Role of Echocardiography in the Assessment of Left Ventricular Thrombus Embolic Potential After Anterior Acute Myocardial Infarction
Abstract
The contribution of cardiac ultrasound in assessment of the embolic potential of left ventricular thrombi after anterior acute myocardial infarction was verified in a prospective study of serial echocardiograms (mean, 18.9 examinations per patient) obtained over a long-term period (1–72 months; mean, 38±12). The study population comprised 222 patients (162 men; age, 64±11 years) with a first anterior acute myocardial infarction, treated with thrombolysis (group A) or receiving no antithrombolic therapy (group B). Embolism occurred in a total of 12 patients (11 with a left ventricular thrombus; p<0.005) and was more frequent in group B (10 patients; p<0.04). Predictors of embolism were the absence of thrombolysis, detection of a left ventricular thrombus, protrusion or mobility of the thrombus, and morphologic changes in the thrombus over time. Patients in group A had a lower incidence of each of these predictors, and a higher thrombus resolution rate. An appropriate echocardiographic protocol is crucial to assessment of the embolic potential of left ventricular thrombi after anterior acute myocardial infarction and may help to identify candidates for aggressive antithrombotic therapy.
Left ventricular (LV) thrombi frequently form after anterior acute myocardial infarction (AMI) and carry a risk of embolism.1–6 Although the reported incidence of embolism after anterior AMI is quite low; its occurrence usually has a deleterious to lethal effect on the patient's clinical course. Accurate identification of LV thrombi and of the markers of their embolic potential are crucial to the assessment of AMI patients and implementation of effective antithrombotic treatment when necessary, as well as to reduction of the overall risk of hemorrhagic complications. Previous studies, primarily based on retrospective data, have shown that echocardiography provides a noninvasive, reliable assessment of both LV thrombus incidence and anatomic markers of embolism.7–10 However, striking differences in these two parameters have been reported, mainly because of differences in the echocardiographic study protocols employed.3,5,11–18 Using serial echocardiography, we prospectively evaluated the incidence of LV thrombi after anterior AMI, as well as their anatomic evolution over time, in order to define the parameters for a rational ultrasonic assessment of thrombus.
Methods
Patients.
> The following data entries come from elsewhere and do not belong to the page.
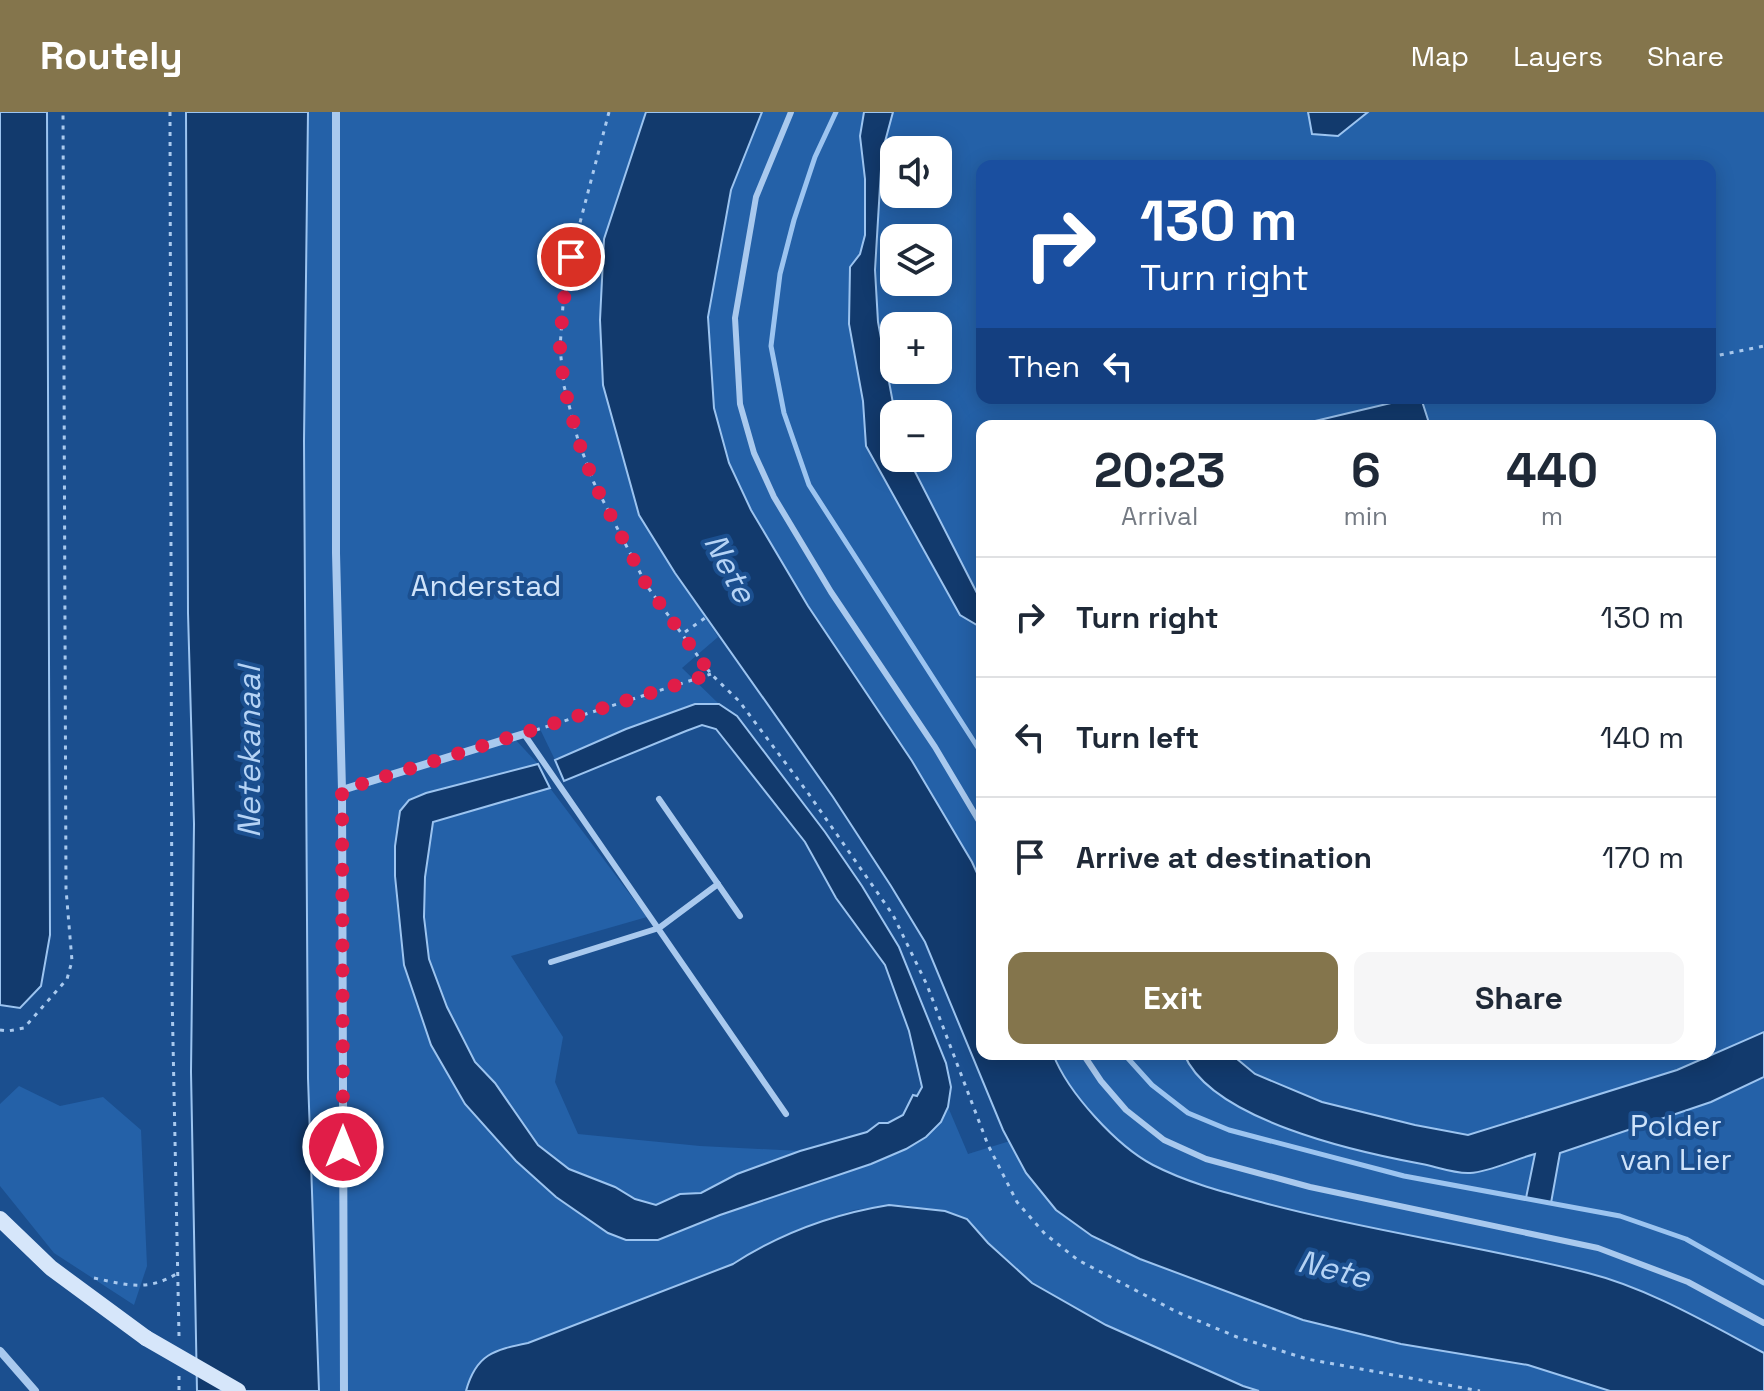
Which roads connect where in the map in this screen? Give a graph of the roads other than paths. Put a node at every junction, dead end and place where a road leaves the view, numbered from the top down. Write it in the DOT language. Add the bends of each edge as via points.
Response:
graph roads {
  1 [pos="336,112"];
  2 [pos="791,112"];
  3 [pos="524,734"];
  4 [pos="342,790"];
  5 [pos="659,799"];
  6 [pos="976,816"];
  7 [pos="718,884"];
  8 [pos="740,916"];
  9 [pos="659,928"];
  10 [pos="551,962"];
  11 [pos="1087,1060"];
  12 [pos="786,1114"];
  13 [pos="0,1219"];
  14 [pos="1764,1323"];
  15 [pos="0,1351"];
  16 [pos="35,1391"];
  17 [pos="238,1391"];
  18 [pos="344,1391"];
  1 -- 4 [label="street"];
  2 -- 6 [label="lane" via="756,197 735,318 740,404 774,497"];
  3 -- 4 [label="street"];
  3 -- 9 [label="lane"];
  4 -- 18 [label="street"];
  5 -- 7 [label="lane"];
  7 -- 8 [label="lane"];
  7 -- 9 [label="lane"];
  9 -- 10 [label="lane"];
  9 -- 12 [label="lane"];
  11 -- 14 [label="lane" via="1126,1110 1164,1140 1206,1159 1310,1187 1598,1248 1688,1282"];
  13 -- 17 [label="main road, bridge" via="51,1268 146,1338"];
  15 -- 16 [label="street"];
}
The study population comprised 222 patients (162 men, 60 women; age range, 23–92 years; mean age, 64±11) with a first anterior AMI characterized by ST elevation on electrocardiography. Five patients had suffered a previous inferior AMI. Ninety-seven patients (group A) were treated with thrombolysis. Group B consisted of 125 patients who were enrolled before fibrinolytic treatment of AMI had become routine in our department, and they did not receive antithrombotic treatment during the study period. Thus, the two groups of patients underwent the same echocardiographic study protocol at different time periods. Detailed characteristics of the study population and of the two subgroups are listed in Table I.
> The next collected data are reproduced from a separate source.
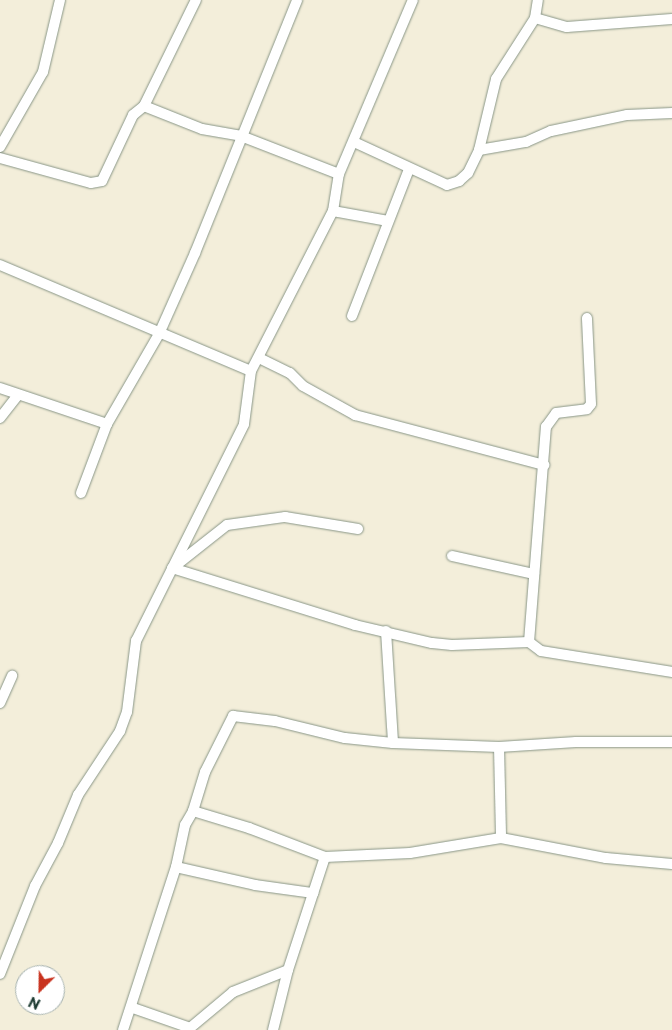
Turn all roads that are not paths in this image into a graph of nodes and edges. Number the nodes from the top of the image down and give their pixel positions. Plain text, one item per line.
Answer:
1 (60, 0) edge
2 (196, 0) edge
3 (297, 0) edge
4 (413, 0) edge
5 (538, 0) edge
6 (534, 18) junction
7 (672, 19) edge
8 (144, 106) junction
9 (672, 113) edge
10 (241, 136) junction
11 (354, 142) junction
12 (0, 147) edge
13 (479, 150) junction
14 (0, 158) edge
15 (409, 170) junction
16 (339, 174) junction
17 (333, 211) junction
18 (388, 221) junction
19 (0, 265) edge
20 (352, 316) dead end
21 (587, 318) dead end
22 (159, 334) junction
23 (259, 358) junction
24 (251, 371) junction
25 (0, 388) edge
26 (18, 395) junction
27 (0, 418) edge
28 (107, 424) junction
29 (544, 465) junction
30 (81, 493) dead end
31 (358, 529) dead end
32 (452, 556) dead end
33 (172, 568) junction
34 (534, 574) junction
35 (386, 631) junction
36 (530, 642) junction
37 (672, 672) edge
38 (12, 676) dead end
39 (0, 703) edge
40 (672, 742) edge
41 (393, 743) junction
42 (500, 748) junction
43 (193, 811) junction
44 (501, 838) junction
45 (325, 857) junction
46 (672, 864) edge
47 (176, 867) junction
48 (313, 893) junction
49 (288, 970) junction
50 (0, 974) edge
51 (133, 1008) junction
52 (123, 1030) edge
53 (273, 1030) edge

1 - 12 street
2 - 8 street
3 - 10 street
4 - 11 street
5 - 6 street
6 - 7 street
6 - 13 street
8 - 10 street
8 - 14 street
9 - 13 street
10 - 16 street
10 - 22 street
11 - 15 street
11 - 16 street
13 - 15 street
15 - 18 street
16 - 17 street
17 - 18 street
17 - 23 street
18 - 20 street
19 - 22 street
21 - 29 street
22 - 24 street
22 - 28 street
23 - 24 street
23 - 29 street
24 - 33 street
25 - 26 street
26 - 27 street
26 - 28 street
28 - 30 street
29 - 34 street
31 - 33 street
32 - 34 street
33 - 35 street
33 - 50 street
34 - 36 street
35 - 36 street
35 - 41 street
36 - 37 street
38 - 39 street
40 - 42 street
41 - 42 street
41 - 43 street
42 - 44 street
43 - 45 street
43 - 47 street
44 - 45 street
44 - 46 street
45 - 48 street
47 - 48 street
47 - 51 street
48 - 49 street
49 - 51 street
49 - 53 street
51 - 52 street

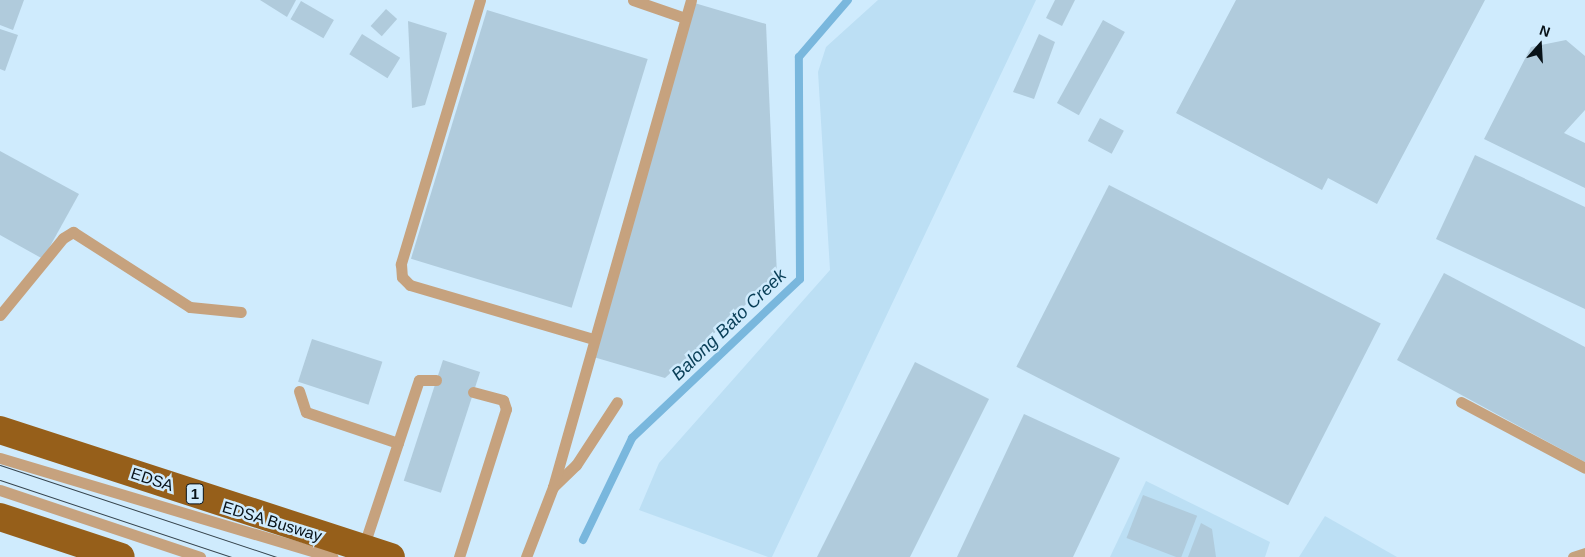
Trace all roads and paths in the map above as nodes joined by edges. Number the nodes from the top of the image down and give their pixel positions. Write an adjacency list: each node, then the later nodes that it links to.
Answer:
1 (480, 0): 7 (lane)
2 (633, 0): 4 (lane)
3 (690, 0): 4 (lane)
4 (685, 18): 7 (lane)
5 (241, 312): 6 (lane)
6 (0, 315)
7 (593, 339): 17 (lane)
8 (436, 380): 14 (lane)
9 (299, 391): 14 (lane)
10 (473, 392): 26 (lane)
11 (617, 402): 17 (lane)
12 (1461, 402): 16 (lane)
13 (0, 430): 20 (highway, EDSA / 1)
14 (398, 443): 20 (lane)
15 (0, 458): 24 (lane, EDSA Busway)
16 (1585, 468)
17 (553, 488): 27 (lane)
18 (0, 490): 23 (lane)
19 (0, 518): 22 (highway)
20 (363, 548): 25 (highway, EDSA / 1)
21 (1585, 553): 28 (lane)
22 (121, 557)
23 (200, 557)
24 (333, 557)
25 (391, 557)
26 (459, 557)
27 (526, 557)
28 (1573, 557)

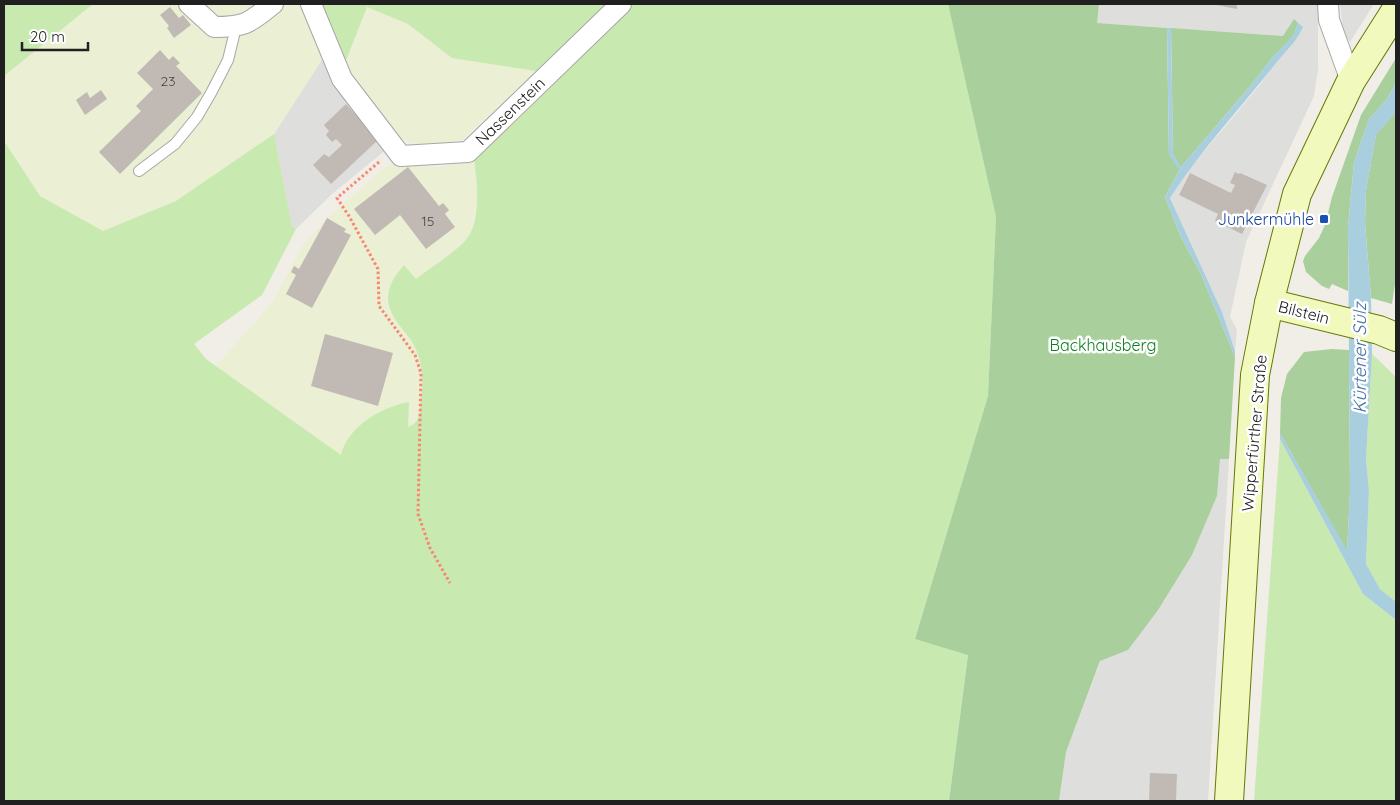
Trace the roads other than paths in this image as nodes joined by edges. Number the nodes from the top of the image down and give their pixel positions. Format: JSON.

| Total Population(n=222) | Group A(n=97) | Group B(n=125) | |
|---|---|---|---|
| Age (years) | 64±11 | 63±11 | 65±12 |
| Men/women | 162/60 | 72/25 | 90/35 |
| Previous inferior AMI | 5 | 1 | 4 |
| Killip class on admission | |||
| I–II | 204 (92%) | 91 (94%) | 113 (90%) |
| III–IV | 18 (8%) | 6 (6%) | 12 (10%) |
| Antithrombotic drugs | |||
| During hospitalization | |||
| Streptokinase | 59 (61%) | ||
| Alteplase | 38 (39%) | ||
| Calcium heparin (12,500 UI twice/day) | 29 (30%) | ||
| Acetylsalicylic acid (325 mg/day) | 89 (92%) | ||
| After hospital discharge | |||
| Acetylsalicylic acid (325 mg/day) | 78 (80%) | ||
| Group A=patients treated with thrombolysis; Group B=patients not receiving any antithrombotic therapy during the study period; AMI=acute myocardial infarction | |||
Echocardiography. Serial echocardiograms were obtained during hospitalization (first examination within 24 hours of admission), every month during the first year, then every 6 months; follow-up ranged from 1–72 months (mean, 38±12). Examinations were performed and recorded by three experienced echocardiographers, two of whom blindly analyzed all videotaped echocardiograms in real-time, slow motion, and stop-frame modes. The mean number of echocardiograms obtained for each patient was 18.9.
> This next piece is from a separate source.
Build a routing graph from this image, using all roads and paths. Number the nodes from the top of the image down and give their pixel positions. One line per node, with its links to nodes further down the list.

LV Thrombus. Echocardiographic diagnosis of LV thrombus was based on standard criteria:3–5 an echo-dense mass with defined margins adjacent to asynergic myocardium, identifiable throughout the cardiac cycle and distinguishable from other structures, such as chordae, muscle trabeculae, and false masses. In order to minimize false-positive diagnoses, doubtful cases were considered negative for thrombus. The sensitivity and specificity of the diagnosis of LV thrombus in our laboratory have been reported previously.6
According to standard criteria defined in previous publications,3–5,19 a thrombus was morphologically defined as protrudent when the intraventricular mass predominantly projected into the LV cavity, and mural if it appeared flat and parallel to the contiguous endocardium. Mobility was defined as a portion of thrombus exhibiting motion independent of that of the adjacent endocardium. The diagnosis and morphologic description of LV thrombi required a blinded consensus of two observers. Changes in configuration, i.e., transformation from protrudent to mural or the reverse, were recorded, as were variations in mobility, i.e., the appearance of mobility patterns that were absent in earlier studies or disappearance of previously noted motion.
LV wall motion was assessed in all serial echocardiograms performed during the study period, and a wall motion index was calculated according to a method established previously.20,21 LV aneurysm was defined as a demarcated bulging of the LV wall contour, visible in both diastole and systole, and demonstrating akinesia or dyskinesia.
Embolism. For diagnosis of central nervous system embolism, the algorithm proposed by Hart et al.22 was applied in all cases. Diagnosis of a peripheral embolus required surgical or autopsy documentation.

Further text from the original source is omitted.